Stored data entries:
%%

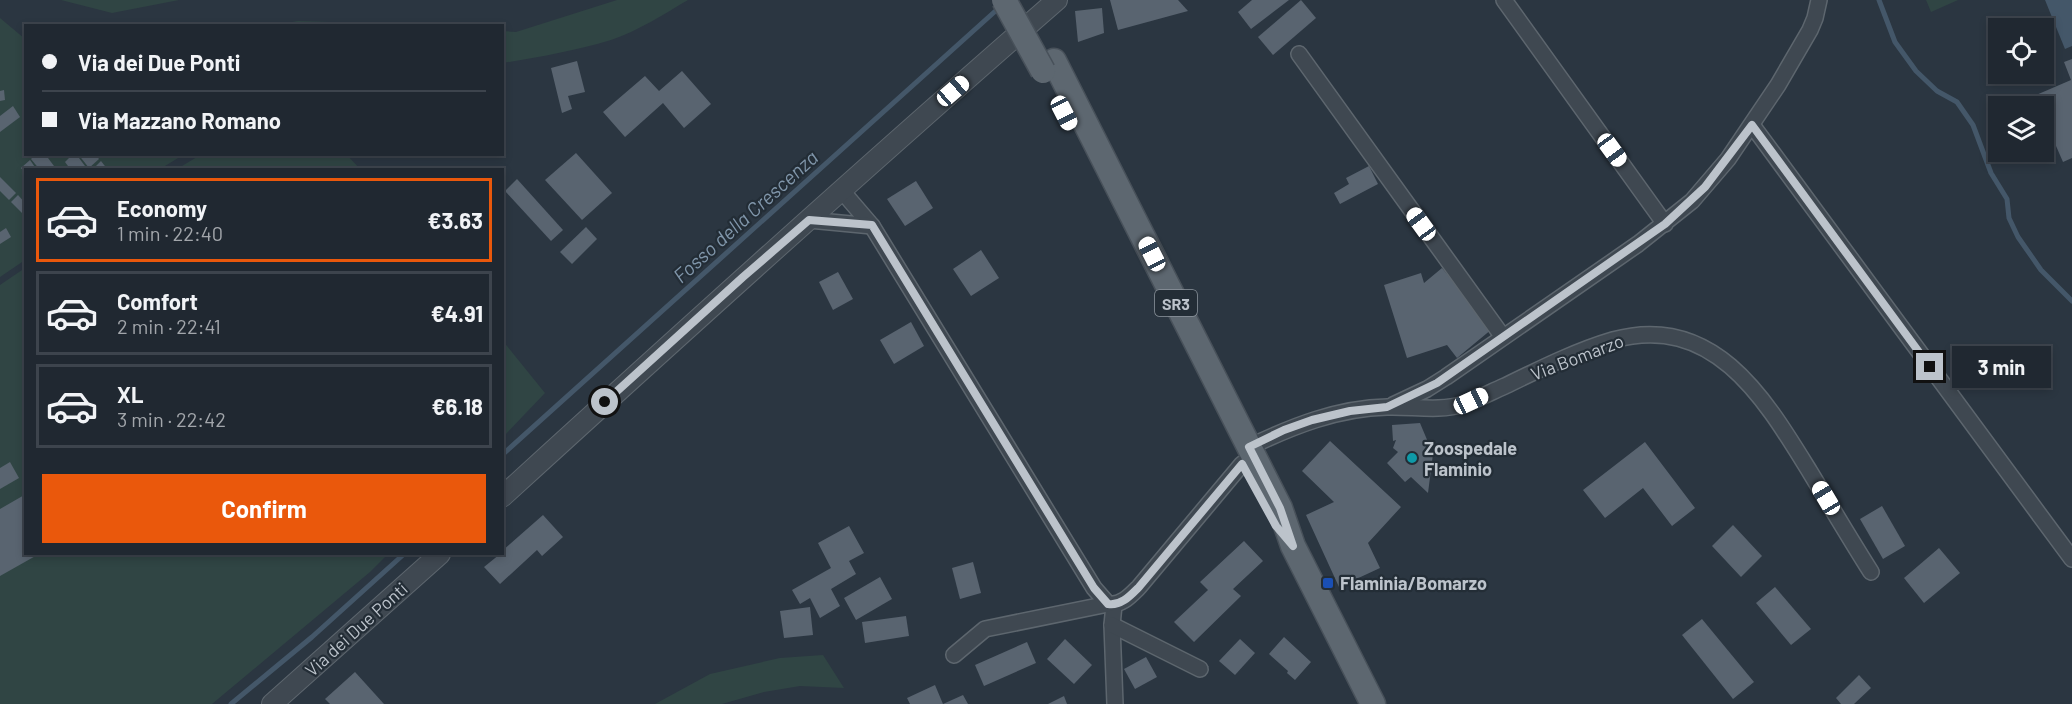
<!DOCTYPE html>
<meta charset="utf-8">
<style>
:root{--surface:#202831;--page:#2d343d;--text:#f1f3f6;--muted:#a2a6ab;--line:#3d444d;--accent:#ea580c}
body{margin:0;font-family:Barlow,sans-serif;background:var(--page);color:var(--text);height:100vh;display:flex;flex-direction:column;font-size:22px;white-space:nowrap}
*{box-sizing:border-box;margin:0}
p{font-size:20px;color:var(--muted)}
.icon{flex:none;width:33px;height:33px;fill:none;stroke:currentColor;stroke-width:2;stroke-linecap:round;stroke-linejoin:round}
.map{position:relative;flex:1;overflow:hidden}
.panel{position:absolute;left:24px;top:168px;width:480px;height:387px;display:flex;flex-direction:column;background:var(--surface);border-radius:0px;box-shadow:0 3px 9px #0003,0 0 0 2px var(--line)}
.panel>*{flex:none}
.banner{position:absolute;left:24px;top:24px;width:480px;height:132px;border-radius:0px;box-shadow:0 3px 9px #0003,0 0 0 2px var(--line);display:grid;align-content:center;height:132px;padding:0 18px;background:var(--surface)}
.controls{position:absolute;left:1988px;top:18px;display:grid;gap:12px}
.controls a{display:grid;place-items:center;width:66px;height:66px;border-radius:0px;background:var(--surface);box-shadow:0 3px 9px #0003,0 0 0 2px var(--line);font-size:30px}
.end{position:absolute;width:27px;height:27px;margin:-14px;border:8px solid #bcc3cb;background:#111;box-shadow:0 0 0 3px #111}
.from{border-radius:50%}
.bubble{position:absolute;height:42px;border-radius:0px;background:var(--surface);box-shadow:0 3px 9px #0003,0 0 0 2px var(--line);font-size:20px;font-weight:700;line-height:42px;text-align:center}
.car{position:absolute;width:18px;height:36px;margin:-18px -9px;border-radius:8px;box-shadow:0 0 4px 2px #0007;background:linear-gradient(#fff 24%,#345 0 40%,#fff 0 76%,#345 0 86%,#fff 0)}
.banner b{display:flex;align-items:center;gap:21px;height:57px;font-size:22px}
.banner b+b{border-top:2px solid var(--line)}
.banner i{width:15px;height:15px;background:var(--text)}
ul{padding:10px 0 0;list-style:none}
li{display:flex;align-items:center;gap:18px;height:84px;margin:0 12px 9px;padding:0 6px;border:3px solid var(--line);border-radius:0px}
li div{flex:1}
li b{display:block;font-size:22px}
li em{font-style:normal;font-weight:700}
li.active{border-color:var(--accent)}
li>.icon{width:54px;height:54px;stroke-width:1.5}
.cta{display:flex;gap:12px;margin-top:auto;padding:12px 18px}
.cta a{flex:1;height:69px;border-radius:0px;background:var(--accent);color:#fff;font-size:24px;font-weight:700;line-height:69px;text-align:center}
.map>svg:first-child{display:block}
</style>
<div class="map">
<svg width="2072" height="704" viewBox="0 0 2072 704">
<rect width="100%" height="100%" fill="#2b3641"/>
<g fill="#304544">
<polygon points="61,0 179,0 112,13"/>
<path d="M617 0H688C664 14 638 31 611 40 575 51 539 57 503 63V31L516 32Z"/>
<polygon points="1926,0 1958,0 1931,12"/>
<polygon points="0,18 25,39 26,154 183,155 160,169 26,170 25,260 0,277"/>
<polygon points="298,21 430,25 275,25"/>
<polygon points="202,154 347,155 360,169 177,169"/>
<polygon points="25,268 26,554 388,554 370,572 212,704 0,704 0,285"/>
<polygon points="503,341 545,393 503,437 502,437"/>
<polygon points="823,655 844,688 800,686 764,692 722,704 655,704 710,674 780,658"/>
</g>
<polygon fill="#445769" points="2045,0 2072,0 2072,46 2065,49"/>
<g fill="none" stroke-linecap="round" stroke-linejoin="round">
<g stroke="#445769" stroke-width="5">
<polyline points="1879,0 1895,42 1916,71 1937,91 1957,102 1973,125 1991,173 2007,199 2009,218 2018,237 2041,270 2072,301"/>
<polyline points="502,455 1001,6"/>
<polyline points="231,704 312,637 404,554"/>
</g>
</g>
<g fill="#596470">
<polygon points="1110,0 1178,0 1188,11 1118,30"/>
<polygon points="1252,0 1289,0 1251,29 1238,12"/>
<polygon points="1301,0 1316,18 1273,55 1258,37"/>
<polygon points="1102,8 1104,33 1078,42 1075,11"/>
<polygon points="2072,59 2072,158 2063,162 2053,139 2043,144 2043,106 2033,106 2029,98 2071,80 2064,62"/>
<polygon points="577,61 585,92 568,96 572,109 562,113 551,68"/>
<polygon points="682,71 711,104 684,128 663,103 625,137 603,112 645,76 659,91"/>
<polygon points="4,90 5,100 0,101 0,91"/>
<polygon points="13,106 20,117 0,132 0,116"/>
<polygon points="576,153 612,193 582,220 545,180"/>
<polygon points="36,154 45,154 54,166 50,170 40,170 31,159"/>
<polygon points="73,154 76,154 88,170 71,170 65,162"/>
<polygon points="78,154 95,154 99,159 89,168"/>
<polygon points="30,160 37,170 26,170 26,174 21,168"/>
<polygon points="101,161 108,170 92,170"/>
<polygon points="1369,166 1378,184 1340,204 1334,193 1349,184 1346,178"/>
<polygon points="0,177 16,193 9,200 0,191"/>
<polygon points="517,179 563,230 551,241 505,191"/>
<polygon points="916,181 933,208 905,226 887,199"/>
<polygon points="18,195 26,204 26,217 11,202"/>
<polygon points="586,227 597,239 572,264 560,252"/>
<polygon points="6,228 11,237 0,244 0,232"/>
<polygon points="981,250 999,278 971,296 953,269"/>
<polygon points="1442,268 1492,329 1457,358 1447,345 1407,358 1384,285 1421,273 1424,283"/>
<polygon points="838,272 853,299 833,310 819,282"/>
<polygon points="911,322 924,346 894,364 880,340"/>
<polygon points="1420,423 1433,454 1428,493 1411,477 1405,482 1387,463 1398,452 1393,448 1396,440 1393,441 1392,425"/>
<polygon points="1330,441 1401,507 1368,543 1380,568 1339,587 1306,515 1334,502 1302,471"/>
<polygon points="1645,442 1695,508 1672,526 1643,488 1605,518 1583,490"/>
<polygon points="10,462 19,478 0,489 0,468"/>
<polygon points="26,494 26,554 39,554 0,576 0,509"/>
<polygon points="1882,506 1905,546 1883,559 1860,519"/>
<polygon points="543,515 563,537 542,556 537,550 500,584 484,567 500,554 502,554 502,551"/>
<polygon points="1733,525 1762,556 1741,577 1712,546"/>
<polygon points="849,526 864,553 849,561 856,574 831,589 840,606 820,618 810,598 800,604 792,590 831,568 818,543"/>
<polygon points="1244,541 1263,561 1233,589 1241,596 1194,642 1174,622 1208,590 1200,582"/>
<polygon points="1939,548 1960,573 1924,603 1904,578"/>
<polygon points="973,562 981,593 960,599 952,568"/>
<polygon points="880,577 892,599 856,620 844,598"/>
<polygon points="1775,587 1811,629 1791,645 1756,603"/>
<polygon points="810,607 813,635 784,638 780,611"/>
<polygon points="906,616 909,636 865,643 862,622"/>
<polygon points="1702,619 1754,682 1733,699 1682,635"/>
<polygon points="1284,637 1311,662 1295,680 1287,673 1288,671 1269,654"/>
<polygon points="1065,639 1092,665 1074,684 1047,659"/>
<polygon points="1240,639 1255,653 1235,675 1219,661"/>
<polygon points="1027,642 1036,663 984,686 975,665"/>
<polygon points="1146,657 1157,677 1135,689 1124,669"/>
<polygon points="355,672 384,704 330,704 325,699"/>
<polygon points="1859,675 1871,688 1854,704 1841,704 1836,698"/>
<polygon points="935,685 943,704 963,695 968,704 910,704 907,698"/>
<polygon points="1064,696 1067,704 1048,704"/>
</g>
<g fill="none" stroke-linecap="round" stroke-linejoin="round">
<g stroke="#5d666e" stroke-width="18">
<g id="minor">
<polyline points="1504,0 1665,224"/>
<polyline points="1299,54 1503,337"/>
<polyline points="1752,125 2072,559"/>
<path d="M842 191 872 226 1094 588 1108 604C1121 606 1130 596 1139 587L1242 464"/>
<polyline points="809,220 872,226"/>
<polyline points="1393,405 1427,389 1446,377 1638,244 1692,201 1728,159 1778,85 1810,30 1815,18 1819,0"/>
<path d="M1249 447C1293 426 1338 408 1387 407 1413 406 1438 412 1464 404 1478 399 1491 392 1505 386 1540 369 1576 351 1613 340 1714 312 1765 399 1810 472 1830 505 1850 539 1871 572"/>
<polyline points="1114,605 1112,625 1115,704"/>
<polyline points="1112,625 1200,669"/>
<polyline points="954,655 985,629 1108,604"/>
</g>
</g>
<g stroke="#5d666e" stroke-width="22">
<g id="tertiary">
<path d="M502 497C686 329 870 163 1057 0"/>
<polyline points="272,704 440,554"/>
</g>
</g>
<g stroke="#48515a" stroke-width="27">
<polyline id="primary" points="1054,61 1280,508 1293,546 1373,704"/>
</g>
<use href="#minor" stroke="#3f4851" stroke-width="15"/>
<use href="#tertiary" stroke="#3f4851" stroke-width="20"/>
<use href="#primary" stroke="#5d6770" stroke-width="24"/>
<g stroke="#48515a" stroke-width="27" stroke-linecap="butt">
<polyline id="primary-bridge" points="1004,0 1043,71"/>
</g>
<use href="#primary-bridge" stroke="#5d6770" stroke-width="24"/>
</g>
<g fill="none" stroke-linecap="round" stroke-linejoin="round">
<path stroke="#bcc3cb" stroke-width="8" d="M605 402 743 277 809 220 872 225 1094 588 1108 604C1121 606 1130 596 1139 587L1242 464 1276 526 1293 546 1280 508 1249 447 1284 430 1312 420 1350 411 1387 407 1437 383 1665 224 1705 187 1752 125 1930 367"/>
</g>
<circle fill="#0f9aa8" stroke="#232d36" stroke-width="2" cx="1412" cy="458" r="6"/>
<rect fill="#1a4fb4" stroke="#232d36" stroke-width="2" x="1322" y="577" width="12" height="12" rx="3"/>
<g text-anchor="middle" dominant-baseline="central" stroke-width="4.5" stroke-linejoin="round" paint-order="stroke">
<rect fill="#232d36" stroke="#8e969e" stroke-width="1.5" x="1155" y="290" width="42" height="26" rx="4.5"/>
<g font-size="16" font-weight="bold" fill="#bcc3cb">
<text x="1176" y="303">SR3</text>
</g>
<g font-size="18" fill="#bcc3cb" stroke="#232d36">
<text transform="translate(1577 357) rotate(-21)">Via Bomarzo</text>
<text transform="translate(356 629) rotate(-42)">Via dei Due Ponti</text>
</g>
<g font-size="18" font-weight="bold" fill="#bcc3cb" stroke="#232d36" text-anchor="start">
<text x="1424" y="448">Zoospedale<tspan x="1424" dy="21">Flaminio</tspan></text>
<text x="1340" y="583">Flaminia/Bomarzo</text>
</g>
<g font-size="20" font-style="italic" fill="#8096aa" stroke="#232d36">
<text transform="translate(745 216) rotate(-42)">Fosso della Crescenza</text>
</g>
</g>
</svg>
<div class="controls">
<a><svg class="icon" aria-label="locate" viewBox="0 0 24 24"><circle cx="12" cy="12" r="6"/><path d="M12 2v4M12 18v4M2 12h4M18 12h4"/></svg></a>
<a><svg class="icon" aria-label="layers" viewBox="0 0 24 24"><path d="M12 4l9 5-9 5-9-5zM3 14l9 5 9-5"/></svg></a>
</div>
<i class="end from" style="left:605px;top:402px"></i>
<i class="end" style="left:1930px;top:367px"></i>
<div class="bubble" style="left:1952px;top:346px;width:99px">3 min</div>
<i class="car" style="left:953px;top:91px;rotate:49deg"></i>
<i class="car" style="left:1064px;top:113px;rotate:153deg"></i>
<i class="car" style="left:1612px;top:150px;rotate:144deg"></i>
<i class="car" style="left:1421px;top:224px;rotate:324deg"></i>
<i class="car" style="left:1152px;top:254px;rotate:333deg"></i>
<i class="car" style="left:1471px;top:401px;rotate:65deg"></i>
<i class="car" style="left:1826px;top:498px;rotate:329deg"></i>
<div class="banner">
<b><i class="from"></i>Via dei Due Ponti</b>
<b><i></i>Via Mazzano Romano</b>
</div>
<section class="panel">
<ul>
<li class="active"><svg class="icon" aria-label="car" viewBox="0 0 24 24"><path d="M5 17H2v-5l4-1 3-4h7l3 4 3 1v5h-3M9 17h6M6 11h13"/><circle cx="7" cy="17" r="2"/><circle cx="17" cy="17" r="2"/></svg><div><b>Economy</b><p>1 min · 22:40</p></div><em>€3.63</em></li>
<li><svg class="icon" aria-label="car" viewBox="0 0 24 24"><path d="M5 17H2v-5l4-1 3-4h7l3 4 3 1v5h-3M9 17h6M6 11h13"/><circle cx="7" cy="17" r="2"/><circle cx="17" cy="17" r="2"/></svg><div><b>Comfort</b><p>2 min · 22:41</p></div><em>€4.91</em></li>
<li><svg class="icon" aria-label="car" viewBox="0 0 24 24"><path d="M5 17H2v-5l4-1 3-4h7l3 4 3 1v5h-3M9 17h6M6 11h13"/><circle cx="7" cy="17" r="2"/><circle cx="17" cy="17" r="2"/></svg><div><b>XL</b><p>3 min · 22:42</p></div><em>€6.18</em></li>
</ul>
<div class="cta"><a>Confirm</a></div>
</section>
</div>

%%

Where the string "bubble" occurs in a line above, count that line, and report solely the final figure.

■ **ANSWER**: 2